OKTAR BABUNA: Hocam sure 34. sure miydi? Demin okuduğumuz ayet de 34'tü. 34. surenin 34. ayetiydi maşaAllah.
ADNAN OKTAR: Haa aferin. Sebe suresi tabii bak 34. ayet de 34'tü. 34. surenin 34. ayetiydi. MaşaAllah. Aferin Oktar. Maşallah. 34'ün 34'ü. Tabii. Sebe. Demek ki İstanbul'a işaret var. İnşaAllah.

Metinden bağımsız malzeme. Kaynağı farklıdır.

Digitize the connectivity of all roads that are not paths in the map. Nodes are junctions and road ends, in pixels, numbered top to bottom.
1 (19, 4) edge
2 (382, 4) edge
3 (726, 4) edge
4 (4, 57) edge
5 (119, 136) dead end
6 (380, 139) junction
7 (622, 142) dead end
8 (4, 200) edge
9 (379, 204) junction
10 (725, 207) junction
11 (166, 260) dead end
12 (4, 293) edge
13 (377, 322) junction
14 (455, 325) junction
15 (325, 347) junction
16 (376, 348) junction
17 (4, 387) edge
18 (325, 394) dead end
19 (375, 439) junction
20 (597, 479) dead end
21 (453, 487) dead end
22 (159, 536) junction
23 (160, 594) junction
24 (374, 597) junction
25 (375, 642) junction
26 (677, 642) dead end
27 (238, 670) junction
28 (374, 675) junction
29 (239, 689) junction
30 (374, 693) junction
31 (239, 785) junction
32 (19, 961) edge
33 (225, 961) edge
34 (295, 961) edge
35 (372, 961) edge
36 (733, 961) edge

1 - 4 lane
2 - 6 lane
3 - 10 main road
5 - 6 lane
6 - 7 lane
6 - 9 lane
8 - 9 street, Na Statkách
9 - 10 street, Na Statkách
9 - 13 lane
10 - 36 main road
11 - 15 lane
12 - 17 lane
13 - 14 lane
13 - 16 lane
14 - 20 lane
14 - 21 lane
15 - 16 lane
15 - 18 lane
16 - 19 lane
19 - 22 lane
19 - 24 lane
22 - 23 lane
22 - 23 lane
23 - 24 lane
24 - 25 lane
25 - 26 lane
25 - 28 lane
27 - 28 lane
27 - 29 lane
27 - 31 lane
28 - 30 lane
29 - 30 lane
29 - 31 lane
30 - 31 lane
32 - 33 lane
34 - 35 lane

“De ki şüphesiz benim Rabbim rızkı dilediğine genişletir, yayar.” Kim isterse zengin eder. İnşaAllah. Değil mi? Mesela bize de soruyorlar. Nereden geliyor para pul? Allah gönderiyor. Hazreti Süleyman'a kim verdi? Hazreti İbrahim'e kim verdi? Allah verdi. Değil mi? Allah verdi. E bize de Allah veriyor. Ne derdine düşüyoruz? MaşaAllah. Değil mi? Mühim olan helalinden kazanıyor olmak. “Şüphesiz benim Rabbim rızkı dilediğiyle genişletir ya yer, kısar da”, ekonomik kriz de olur. Kısar da.
“Ancak insanların çoğu bilmiyorlar. Bizim katımıza sizi, bizi yaklaştıracak olan ne mallarınız ne evlatlarınızdır.” Mesela Mehdi'nin ne malı var ne evladı var. MaşaAllah. Değil mi? “Ancak iman edip salih amellerde bulunanlar başka.” Samimi. Salih samimi demektir. İman ediyor. Samimi eylemlerde, tavırlarda bulunuyor.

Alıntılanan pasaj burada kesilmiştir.